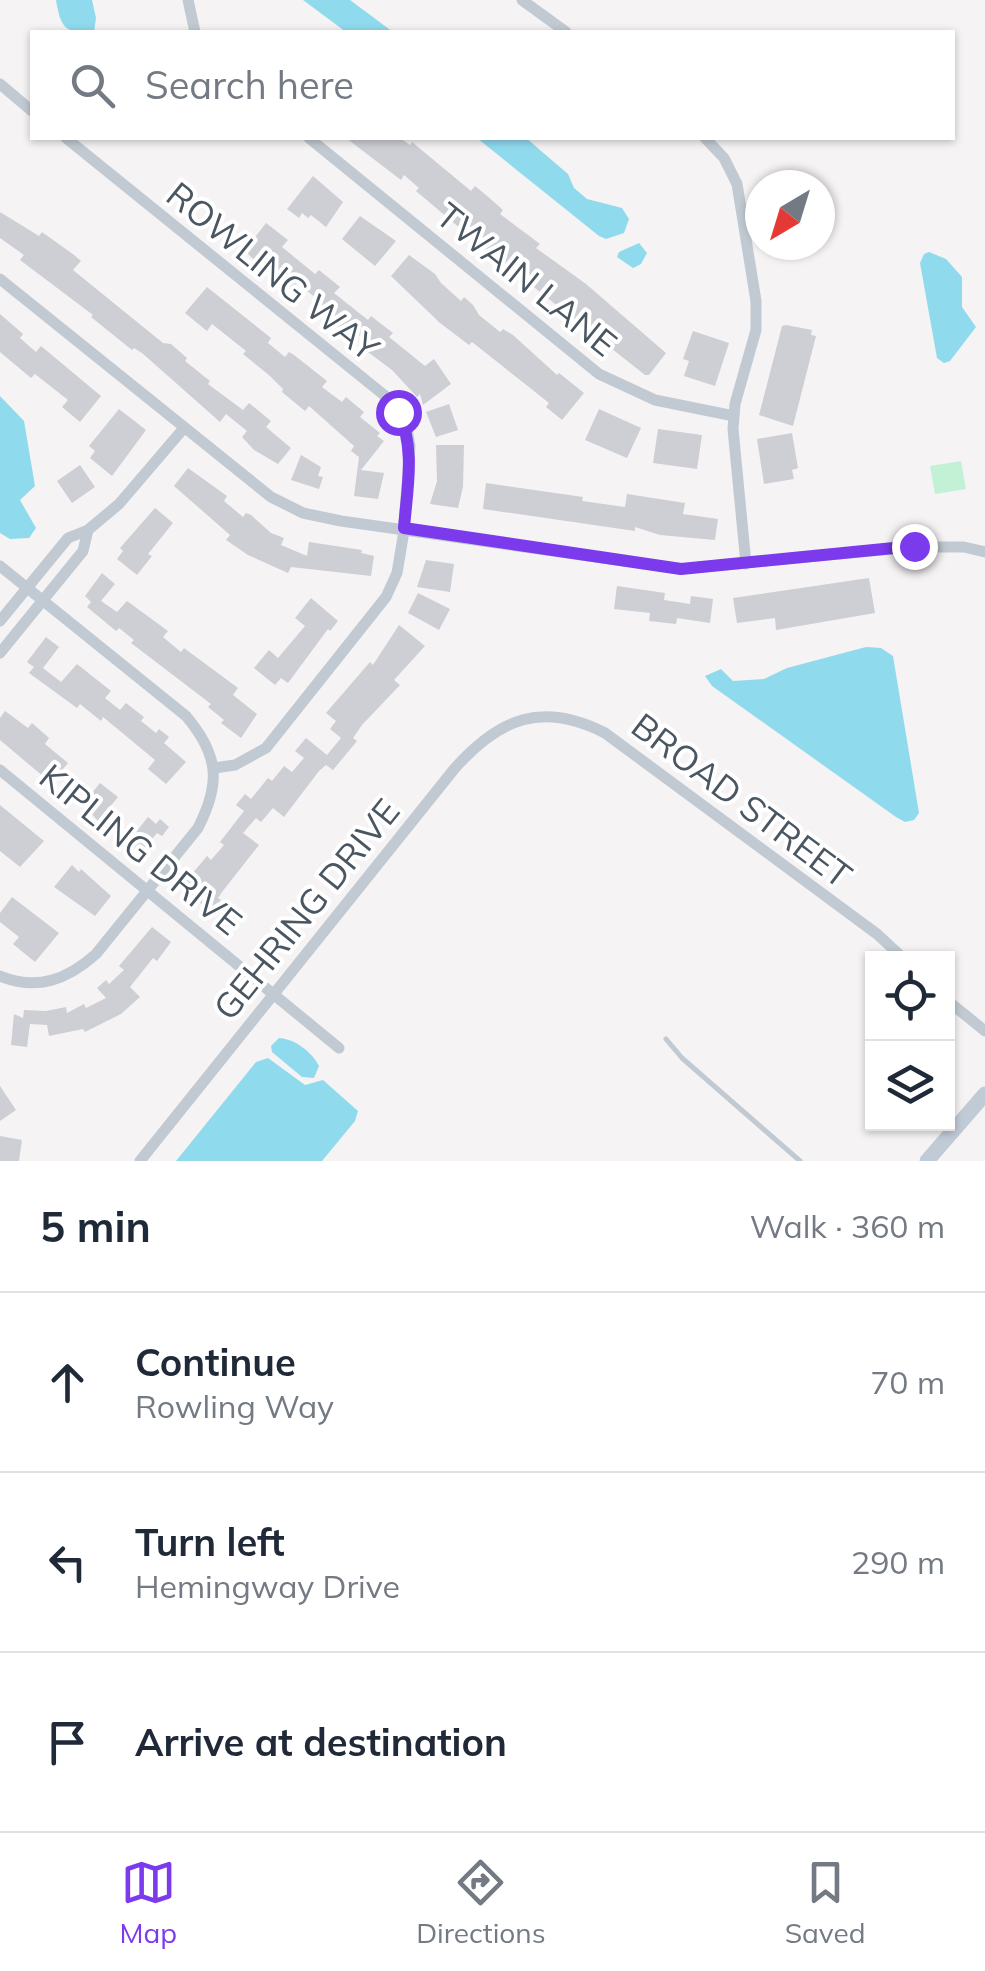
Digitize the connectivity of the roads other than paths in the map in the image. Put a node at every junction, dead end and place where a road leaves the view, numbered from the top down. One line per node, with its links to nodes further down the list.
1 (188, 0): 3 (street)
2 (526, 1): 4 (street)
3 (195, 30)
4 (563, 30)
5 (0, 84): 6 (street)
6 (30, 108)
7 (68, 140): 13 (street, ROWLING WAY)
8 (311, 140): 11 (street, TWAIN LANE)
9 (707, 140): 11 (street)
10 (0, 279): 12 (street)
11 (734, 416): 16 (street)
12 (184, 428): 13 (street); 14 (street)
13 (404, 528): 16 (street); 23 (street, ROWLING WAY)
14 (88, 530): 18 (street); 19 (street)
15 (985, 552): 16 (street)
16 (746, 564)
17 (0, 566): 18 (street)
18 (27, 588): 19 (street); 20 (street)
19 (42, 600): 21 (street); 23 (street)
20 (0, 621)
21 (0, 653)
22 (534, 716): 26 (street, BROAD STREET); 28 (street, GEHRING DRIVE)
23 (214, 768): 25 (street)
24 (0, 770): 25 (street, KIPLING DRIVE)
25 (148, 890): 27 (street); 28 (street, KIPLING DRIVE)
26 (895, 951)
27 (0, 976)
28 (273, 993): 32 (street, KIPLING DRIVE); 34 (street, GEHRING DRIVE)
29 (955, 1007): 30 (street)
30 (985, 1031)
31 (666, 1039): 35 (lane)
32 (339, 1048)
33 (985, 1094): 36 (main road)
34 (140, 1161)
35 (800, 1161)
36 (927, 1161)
------------------------------
*Exercise*. Please retype all of the material exactly, skipping whatever images it holds.

*Solution for this task*.
Digitize the connectivity of the roads other than paths in the map in the image. Put a node at every junction, dead end and place where a road leaves the view, numbered from the top down. One line per node, with its links to nodes further down the list.
1 (188, 0): 3 (street)
2 (526, 1): 4 (street)
3 (195, 30)
4 (563, 30)
5 (0, 84): 6 (street)
6 (30, 108)
7 (68, 140): 13 (street, ROWLING WAY)
8 (311, 140): 11 (street, TWAIN LANE)
9 (707, 140): 11 (street)
10 (0, 279): 12 (street)
11 (734, 416): 16 (street)
12 (184, 428): 13 (street); 14 (street)
13 (404, 528): 16 (street); 23 (street, ROWLING WAY)
14 (88, 530): 18 (street); 19 (street)
15 (985, 552): 16 (street)
16 (746, 564)
17 (0, 566): 18 (street)
18 (27, 588): 19 (street); 20 (street)
19 (42, 600): 21 (street); 23 (street)
20 (0, 621)
21 (0, 653)
22 (534, 716): 26 (street, BROAD STREET); 28 (street, GEHRING DRIVE)
23 (214, 768): 25 (street)
24 (0, 770): 25 (street, KIPLING DRIVE)
25 (148, 890): 27 (street); 28 (street, KIPLING DRIVE)
26 (895, 951)
27 (0, 976)
28 (273, 993): 32 (street, KIPLING DRIVE); 34 (street, GEHRING DRIVE)
29 (955, 1007): 30 (street)
30 (985, 1031)
31 (666, 1039): 35 (lane)
32 (339, 1048)
33 (985, 1094): 36 (main road)
34 (140, 1161)
35 (800, 1161)
36 (927, 1161)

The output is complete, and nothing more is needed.